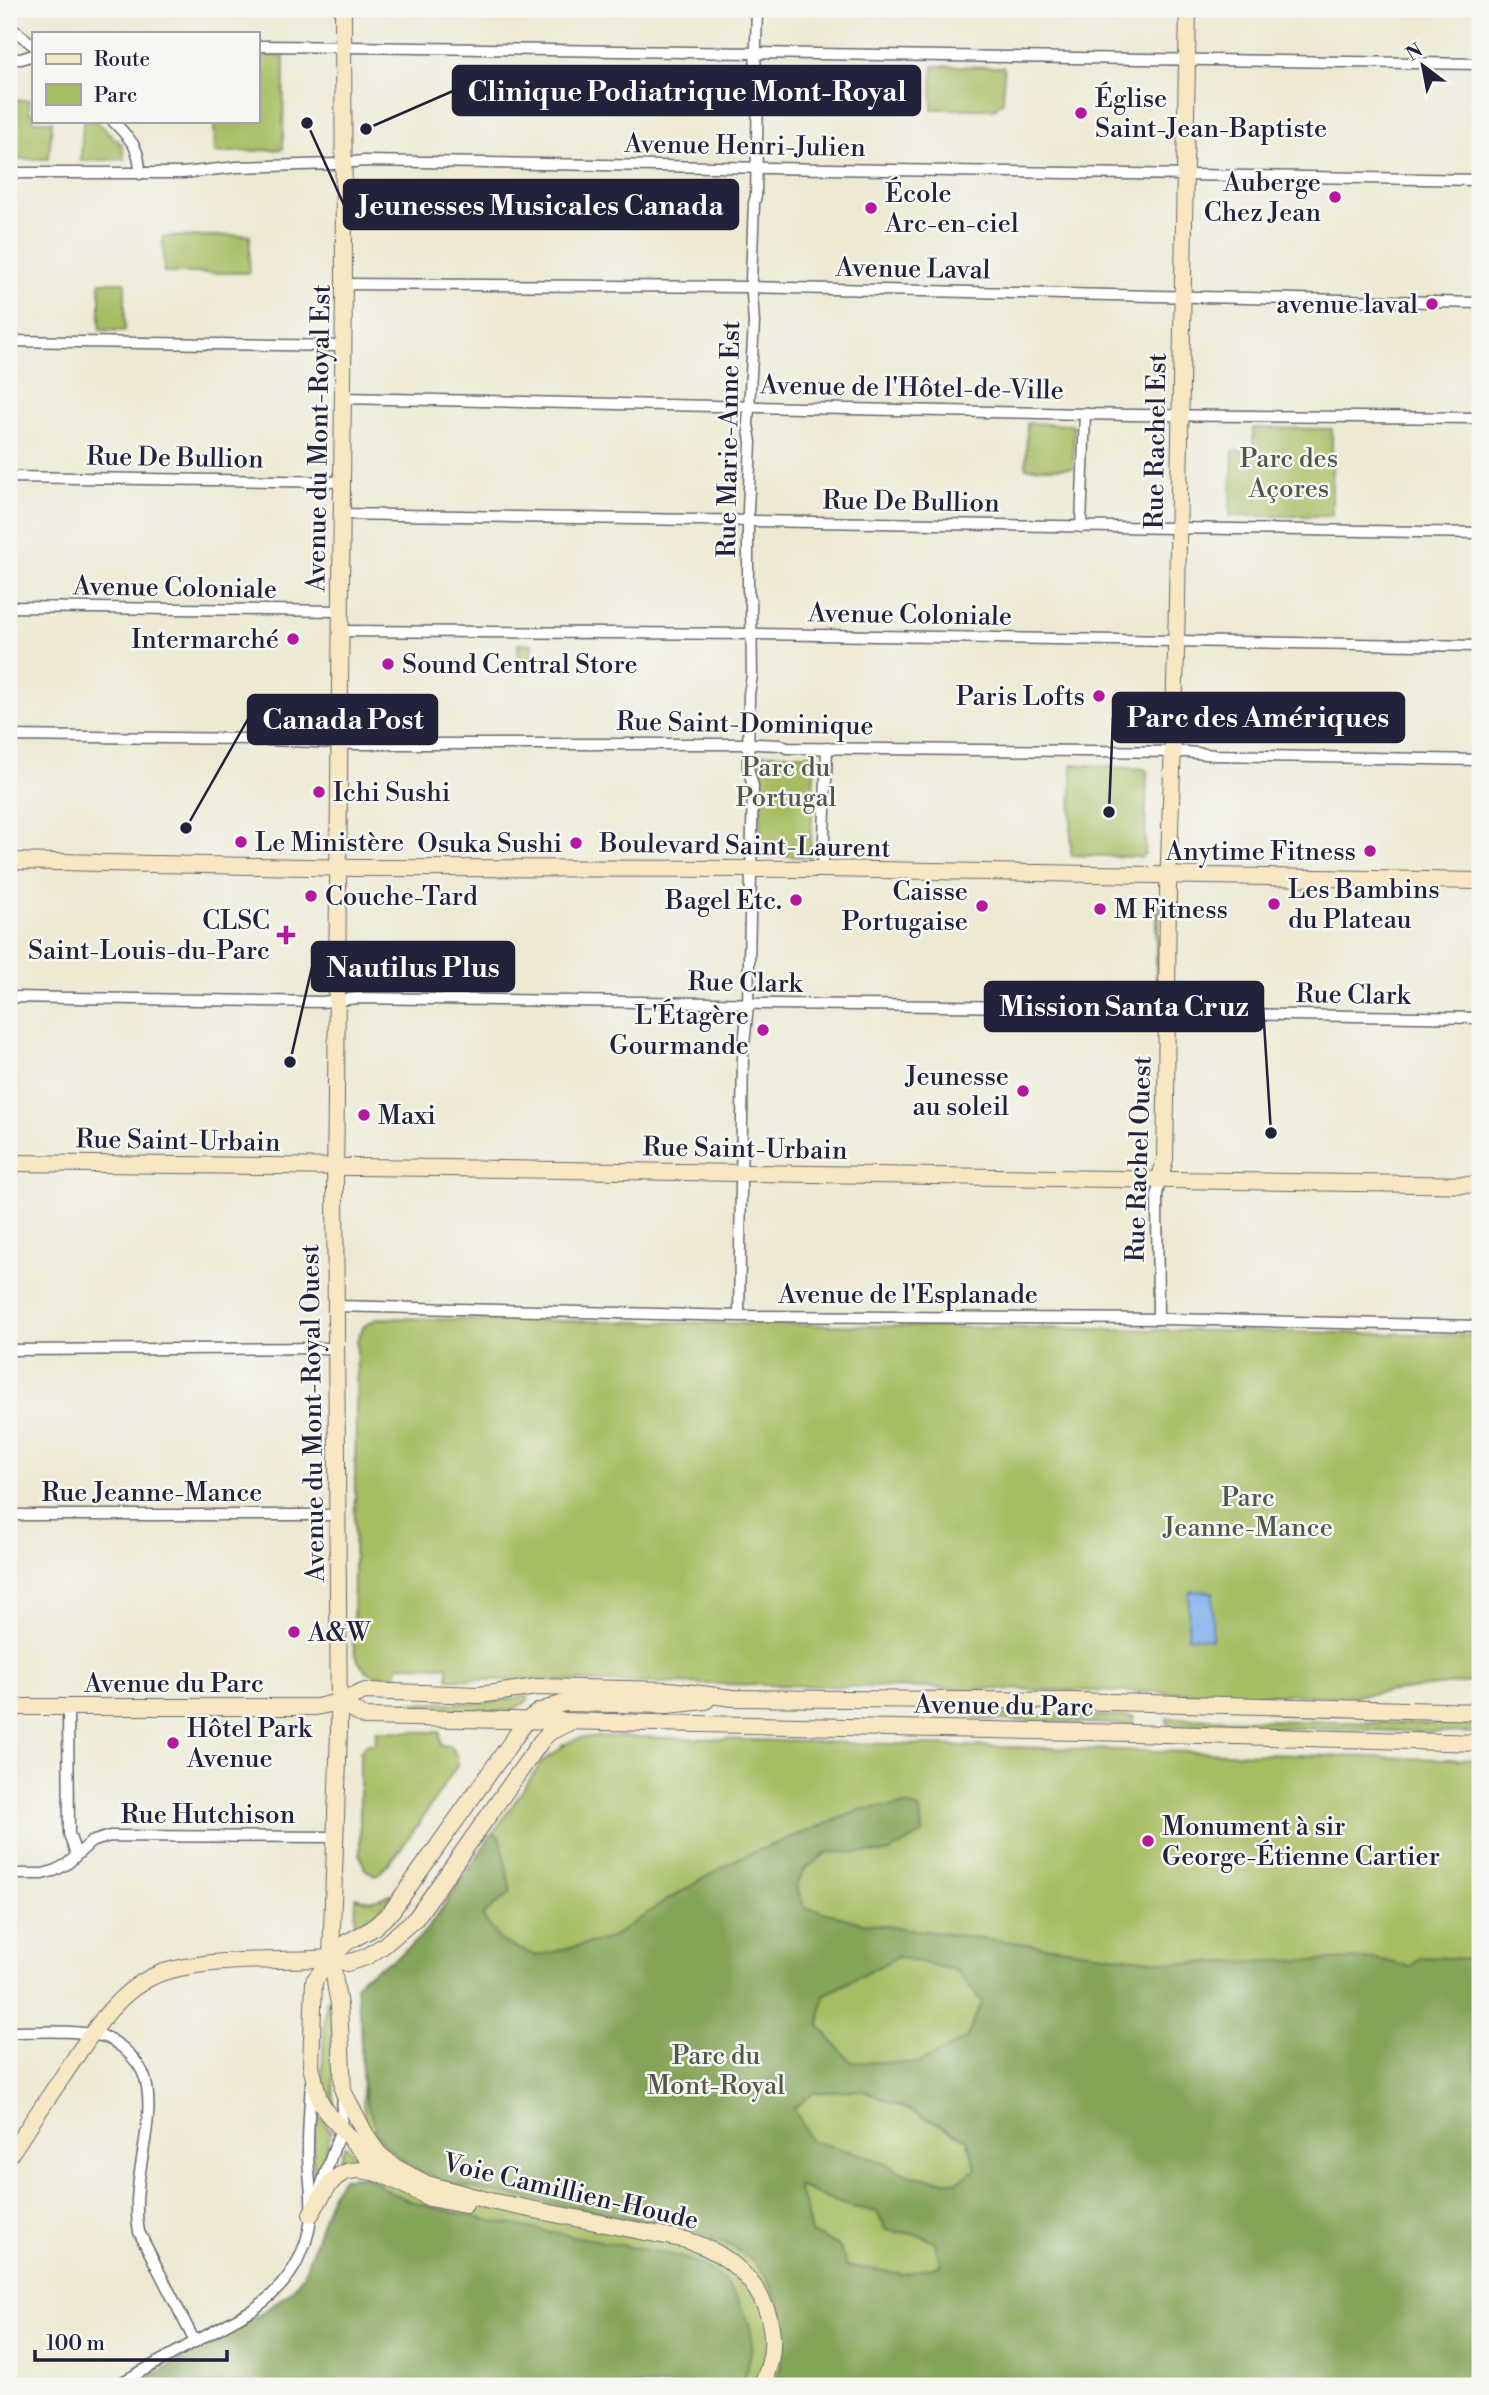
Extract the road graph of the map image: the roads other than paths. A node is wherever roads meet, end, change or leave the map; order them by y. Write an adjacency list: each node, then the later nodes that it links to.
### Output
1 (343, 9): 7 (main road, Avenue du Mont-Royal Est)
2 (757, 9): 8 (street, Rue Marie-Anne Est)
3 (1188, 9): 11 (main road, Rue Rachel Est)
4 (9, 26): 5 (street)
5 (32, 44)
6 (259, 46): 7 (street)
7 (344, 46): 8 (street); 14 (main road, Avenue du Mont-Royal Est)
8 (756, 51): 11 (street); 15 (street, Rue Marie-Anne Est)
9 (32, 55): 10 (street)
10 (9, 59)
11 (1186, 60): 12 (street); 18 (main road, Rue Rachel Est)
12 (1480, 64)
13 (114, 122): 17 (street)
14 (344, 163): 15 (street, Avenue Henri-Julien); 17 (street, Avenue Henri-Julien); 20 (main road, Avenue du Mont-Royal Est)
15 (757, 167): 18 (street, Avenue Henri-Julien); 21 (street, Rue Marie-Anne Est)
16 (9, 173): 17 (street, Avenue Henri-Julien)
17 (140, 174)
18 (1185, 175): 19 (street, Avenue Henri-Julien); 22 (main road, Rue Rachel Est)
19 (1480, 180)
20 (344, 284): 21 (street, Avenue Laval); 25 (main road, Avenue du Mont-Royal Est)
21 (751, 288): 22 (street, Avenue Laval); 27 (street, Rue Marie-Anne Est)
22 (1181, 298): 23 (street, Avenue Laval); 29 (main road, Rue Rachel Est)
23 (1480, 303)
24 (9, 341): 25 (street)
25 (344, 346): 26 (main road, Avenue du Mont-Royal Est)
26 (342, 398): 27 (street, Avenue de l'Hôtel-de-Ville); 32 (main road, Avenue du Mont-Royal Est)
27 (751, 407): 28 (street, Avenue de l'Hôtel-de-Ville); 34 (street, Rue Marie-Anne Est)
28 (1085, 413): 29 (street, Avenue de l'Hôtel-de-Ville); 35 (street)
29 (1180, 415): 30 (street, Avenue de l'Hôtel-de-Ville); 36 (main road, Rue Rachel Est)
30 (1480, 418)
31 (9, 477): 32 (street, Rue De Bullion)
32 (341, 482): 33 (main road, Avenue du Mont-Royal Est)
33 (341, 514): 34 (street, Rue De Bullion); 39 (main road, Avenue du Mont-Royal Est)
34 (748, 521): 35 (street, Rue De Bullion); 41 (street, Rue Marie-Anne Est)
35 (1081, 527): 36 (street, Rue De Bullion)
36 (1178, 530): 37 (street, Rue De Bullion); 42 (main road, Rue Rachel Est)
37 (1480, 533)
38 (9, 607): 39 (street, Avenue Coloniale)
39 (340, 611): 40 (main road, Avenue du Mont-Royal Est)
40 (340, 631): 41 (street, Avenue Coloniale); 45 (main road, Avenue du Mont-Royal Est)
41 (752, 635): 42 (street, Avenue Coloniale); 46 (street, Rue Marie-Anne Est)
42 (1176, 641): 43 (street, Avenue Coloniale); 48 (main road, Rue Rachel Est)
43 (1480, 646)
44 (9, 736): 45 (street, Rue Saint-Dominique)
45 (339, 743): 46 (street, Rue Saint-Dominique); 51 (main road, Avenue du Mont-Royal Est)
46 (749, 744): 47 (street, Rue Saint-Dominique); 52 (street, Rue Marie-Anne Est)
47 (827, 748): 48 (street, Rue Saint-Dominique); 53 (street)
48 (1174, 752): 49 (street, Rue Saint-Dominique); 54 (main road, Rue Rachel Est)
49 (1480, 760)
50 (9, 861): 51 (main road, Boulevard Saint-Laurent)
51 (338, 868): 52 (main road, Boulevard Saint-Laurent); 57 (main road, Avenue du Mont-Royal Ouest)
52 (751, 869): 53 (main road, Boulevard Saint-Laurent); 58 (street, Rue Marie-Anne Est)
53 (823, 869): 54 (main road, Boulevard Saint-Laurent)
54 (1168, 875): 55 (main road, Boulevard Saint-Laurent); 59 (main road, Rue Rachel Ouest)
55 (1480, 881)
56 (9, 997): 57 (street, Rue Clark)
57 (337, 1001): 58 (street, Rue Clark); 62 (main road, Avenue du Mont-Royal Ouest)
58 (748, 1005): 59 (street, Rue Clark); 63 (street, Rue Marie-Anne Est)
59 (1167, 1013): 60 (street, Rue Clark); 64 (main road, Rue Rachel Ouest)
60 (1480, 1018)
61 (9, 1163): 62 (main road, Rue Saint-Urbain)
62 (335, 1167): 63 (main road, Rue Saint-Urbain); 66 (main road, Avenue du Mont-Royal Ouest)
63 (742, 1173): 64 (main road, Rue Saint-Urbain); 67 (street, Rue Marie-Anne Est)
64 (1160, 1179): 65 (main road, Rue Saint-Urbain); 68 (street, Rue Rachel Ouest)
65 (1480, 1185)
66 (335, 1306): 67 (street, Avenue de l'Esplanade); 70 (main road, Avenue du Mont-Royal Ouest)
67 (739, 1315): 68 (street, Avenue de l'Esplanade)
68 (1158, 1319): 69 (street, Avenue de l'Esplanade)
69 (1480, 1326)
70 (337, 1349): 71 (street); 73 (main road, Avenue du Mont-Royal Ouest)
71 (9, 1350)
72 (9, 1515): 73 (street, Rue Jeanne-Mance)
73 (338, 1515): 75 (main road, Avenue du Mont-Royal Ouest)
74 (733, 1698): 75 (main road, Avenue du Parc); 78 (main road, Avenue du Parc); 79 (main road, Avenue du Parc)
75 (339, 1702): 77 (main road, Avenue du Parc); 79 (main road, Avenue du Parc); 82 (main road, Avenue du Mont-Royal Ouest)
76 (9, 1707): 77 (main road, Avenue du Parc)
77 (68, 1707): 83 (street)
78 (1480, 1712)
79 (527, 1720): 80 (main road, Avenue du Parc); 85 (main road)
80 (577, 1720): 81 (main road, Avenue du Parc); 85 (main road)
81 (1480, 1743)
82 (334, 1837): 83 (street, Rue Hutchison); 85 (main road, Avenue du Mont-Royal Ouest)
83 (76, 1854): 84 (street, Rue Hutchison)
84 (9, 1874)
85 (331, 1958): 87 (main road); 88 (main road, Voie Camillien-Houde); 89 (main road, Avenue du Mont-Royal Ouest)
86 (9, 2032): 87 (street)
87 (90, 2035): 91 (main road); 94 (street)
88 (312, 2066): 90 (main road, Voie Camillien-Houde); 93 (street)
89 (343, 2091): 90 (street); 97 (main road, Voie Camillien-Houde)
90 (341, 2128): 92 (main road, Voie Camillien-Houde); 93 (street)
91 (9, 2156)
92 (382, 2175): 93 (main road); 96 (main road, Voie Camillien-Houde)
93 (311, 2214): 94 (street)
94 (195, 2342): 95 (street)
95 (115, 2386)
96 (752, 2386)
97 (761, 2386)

— Task requirements —
All of the data is to be reproduced exactly, with the pictures left out.

— Task response —
Extract the road graph of the map image: the roads other than paths. A node is wherever roads meet, end, change or leave the map; order them by y. Write an adjacency list: each node, then the later nodes that it links to.
### Output
1 (343, 9): 7 (main road, Avenue du Mont-Royal Est)
2 (757, 9): 8 (street, Rue Marie-Anne Est)
3 (1188, 9): 11 (main road, Rue Rachel Est)
4 (9, 26): 5 (street)
5 (32, 44)
6 (259, 46): 7 (street)
7 (344, 46): 8 (street); 14 (main road, Avenue du Mont-Royal Est)
8 (756, 51): 11 (street); 15 (street, Rue Marie-Anne Est)
9 (32, 55): 10 (street)
10 (9, 59)
11 (1186, 60): 12 (street); 18 (main road, Rue Rachel Est)
12 (1480, 64)
13 (114, 122): 17 (street)
14 (344, 163): 15 (street, Avenue Henri-Julien); 17 (street, Avenue Henri-Julien); 20 (main road, Avenue du Mont-Royal Est)
15 (757, 167): 18 (street, Avenue Henri-Julien); 21 (street, Rue Marie-Anne Est)
16 (9, 173): 17 (street, Avenue Henri-Julien)
17 (140, 174)
18 (1185, 175): 19 (street, Avenue Henri-Julien); 22 (main road, Rue Rachel Est)
19 (1480, 180)
20 (344, 284): 21 (street, Avenue Laval); 25 (main road, Avenue du Mont-Royal Est)
21 (751, 288): 22 (street, Avenue Laval); 27 (street, Rue Marie-Anne Est)
22 (1181, 298): 23 (street, Avenue Laval); 29 (main road, Rue Rachel Est)
23 (1480, 303)
24 (9, 341): 25 (street)
25 (344, 346): 26 (main road, Avenue du Mont-Royal Est)
26 (342, 398): 27 (street, Avenue de l'Hôtel-de-Ville); 32 (main road, Avenue du Mont-Royal Est)
27 (751, 407): 28 (street, Avenue de l'Hôtel-de-Ville); 34 (street, Rue Marie-Anne Est)
28 (1085, 413): 29 (street, Avenue de l'Hôtel-de-Ville); 35 (street)
29 (1180, 415): 30 (street, Avenue de l'Hôtel-de-Ville); 36 (main road, Rue Rachel Est)
30 (1480, 418)
31 (9, 477): 32 (street, Rue De Bullion)
32 (341, 482): 33 (main road, Avenue du Mont-Royal Est)
33 (341, 514): 34 (street, Rue De Bullion); 39 (main road, Avenue du Mont-Royal Est)
34 (748, 521): 35 (street, Rue De Bullion); 41 (street, Rue Marie-Anne Est)
35 (1081, 527): 36 (street, Rue De Bullion)
36 (1178, 530): 37 (street, Rue De Bullion); 42 (main road, Rue Rachel Est)
37 (1480, 533)
38 (9, 607): 39 (street, Avenue Coloniale)
39 (340, 611): 40 (main road, Avenue du Mont-Royal Est)
40 (340, 631): 41 (street, Avenue Coloniale); 45 (main road, Avenue du Mont-Royal Est)
41 (752, 635): 42 (street, Avenue Coloniale); 46 (street, Rue Marie-Anne Est)
42 (1176, 641): 43 (street, Avenue Coloniale); 48 (main road, Rue Rachel Est)
43 (1480, 646)
44 (9, 736): 45 (street, Rue Saint-Dominique)
45 (339, 743): 46 (street, Rue Saint-Dominique); 51 (main road, Avenue du Mont-Royal Est)
46 (749, 744): 47 (street, Rue Saint-Dominique); 52 (street, Rue Marie-Anne Est)
47 (827, 748): 48 (street, Rue Saint-Dominique); 53 (street)
48 (1174, 752): 49 (street, Rue Saint-Dominique); 54 (main road, Rue Rachel Est)
49 (1480, 760)
50 (9, 861): 51 (main road, Boulevard Saint-Laurent)
51 (338, 868): 52 (main road, Boulevard Saint-Laurent); 57 (main road, Avenue du Mont-Royal Ouest)
52 (751, 869): 53 (main road, Boulevard Saint-Laurent); 58 (street, Rue Marie-Anne Est)
53 (823, 869): 54 (main road, Boulevard Saint-Laurent)
54 (1168, 875): 55 (main road, Boulevard Saint-Laurent); 59 (main road, Rue Rachel Ouest)
55 (1480, 881)
56 (9, 997): 57 (street, Rue Clark)
57 (337, 1001): 58 (street, Rue Clark); 62 (main road, Avenue du Mont-Royal Ouest)
58 (748, 1005): 59 (street, Rue Clark); 63 (street, Rue Marie-Anne Est)
59 (1167, 1013): 60 (street, Rue Clark); 64 (main road, Rue Rachel Ouest)
60 (1480, 1018)
61 (9, 1163): 62 (main road, Rue Saint-Urbain)
62 (335, 1167): 63 (main road, Rue Saint-Urbain); 66 (main road, Avenue du Mont-Royal Ouest)
63 (742, 1173): 64 (main road, Rue Saint-Urbain); 67 (street, Rue Marie-Anne Est)
64 (1160, 1179): 65 (main road, Rue Saint-Urbain); 68 (street, Rue Rachel Ouest)
65 (1480, 1185)
66 (335, 1306): 67 (street, Avenue de l'Esplanade); 70 (main road, Avenue du Mont-Royal Ouest)
67 (739, 1315): 68 (street, Avenue de l'Esplanade)
68 (1158, 1319): 69 (street, Avenue de l'Esplanade)
69 (1480, 1326)
70 (337, 1349): 71 (street); 73 (main road, Avenue du Mont-Royal Ouest)
71 (9, 1350)
72 (9, 1515): 73 (street, Rue Jeanne-Mance)
73 (338, 1515): 75 (main road, Avenue du Mont-Royal Ouest)
74 (733, 1698): 75 (main road, Avenue du Parc); 78 (main road, Avenue du Parc); 79 (main road, Avenue du Parc)
75 (339, 1702): 77 (main road, Avenue du Parc); 79 (main road, Avenue du Parc); 82 (main road, Avenue du Mont-Royal Ouest)
76 (9, 1707): 77 (main road, Avenue du Parc)
77 (68, 1707): 83 (street)
78 (1480, 1712)
79 (527, 1720): 80 (main road, Avenue du Parc); 85 (main road)
80 (577, 1720): 81 (main road, Avenue du Parc); 85 (main road)
81 (1480, 1743)
82 (334, 1837): 83 (street, Rue Hutchison); 85 (main road, Avenue du Mont-Royal Ouest)
83 (76, 1854): 84 (street, Rue Hutchison)
84 (9, 1874)
85 (331, 1958): 87 (main road); 88 (main road, Voie Camillien-Houde); 89 (main road, Avenue du Mont-Royal Ouest)
86 (9, 2032): 87 (street)
87 (90, 2035): 91 (main road); 94 (street)
88 (312, 2066): 90 (main road, Voie Camillien-Houde); 93 (street)
89 (343, 2091): 90 (street); 97 (main road, Voie Camillien-Houde)
90 (341, 2128): 92 (main road, Voie Camillien-Houde); 93 (street)
91 (9, 2156)
92 (382, 2175): 93 (main road); 96 (main road, Voie Camillien-Houde)
93 (311, 2214): 94 (street)
94 (195, 2342): 95 (street)
95 (115, 2386)
96 (752, 2386)
97 (761, 2386)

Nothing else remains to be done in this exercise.